Besonders brisant ist Trumps plötzliche Kehrtwende bei der Lieferung von Tomahawk-Marschflugkörpern. Diese Waffen mit hoher Reichweite waren die große Hoffnung des ukrainischen Präsidenten Wolodymyr Selenskyj. Doch nun scheint der Deal zu platzen. Trump dämpfte die Erwartungen und erklärte, die USA könnten ihre eigenen Vorräte nicht „entleeren“.

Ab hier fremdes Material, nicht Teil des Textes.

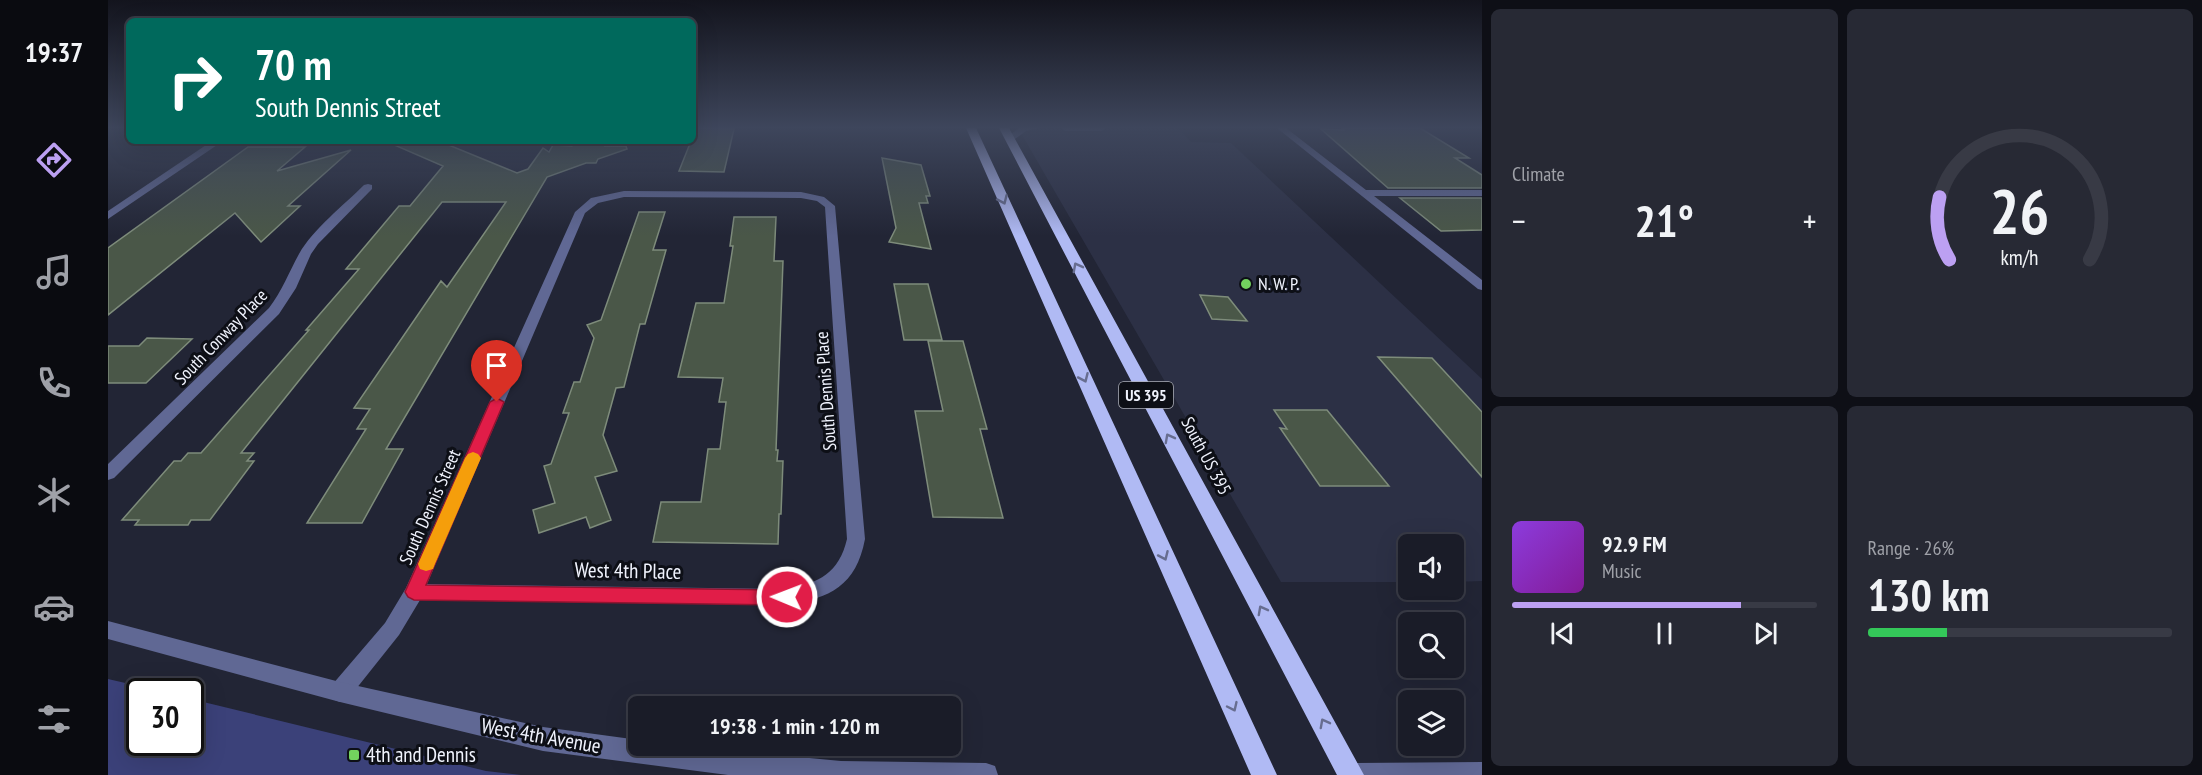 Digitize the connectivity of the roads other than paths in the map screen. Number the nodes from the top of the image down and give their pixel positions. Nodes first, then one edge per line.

Er habe mit Putin über die Tomahawks gesprochen, und dem Kreml-Chef habe die Idee „nicht gefallen“, so Trump. Damit rückt die Lieferung der Raketen, die der Ukraine Angriffe tief in russisches Gebiet ermöglichen würden, in weite Ferne. Die Nachricht kommt für Selenskyj zur Unzeit: Er reist am Freitag nach Washington, um genau über diese Waffenlieferung zu verhandeln.

Putin warnt, Selenskyj bleibt außen vor

Wie unter anderem die Bild berichtet, hatte Putins Berater Juri Uschakow bestätigt, dass der Kreml-Chef in dem Telefonat vor einer Lieferung der Marschflugkörper gewarnt habe. Ein solcher Schritt würde den Beziehungen und einer friedlichen Lösung „wesentlichen“ Schaden zufügen.

Auffällig ist, dass in Trumps Ankündigungen von einer Einbindung des ukrainischen Präsidenten Selenskyj in die geplanten Gespräche keine Rede war. Trump teilte lediglich mit, er werde mit Selenskyj am Freitag im Weißen Haus über sein Telefonat mit Putin sprechen. Damit findet die Diplomatie zur Lösung des Ukraine-Kriegs erneut über den Kopf von Kiew hinweg statt. Das letzte persönliche Treffen zwischen Trump und Putin vor rund zwei Monaten in Alaska hatte bereits keine greifbaren Ergebnisse für einen Frieden gebracht. Die nun angekündigte Initiative sorgt für neue Dynamik – und große Unsicherheit in der Ukraine.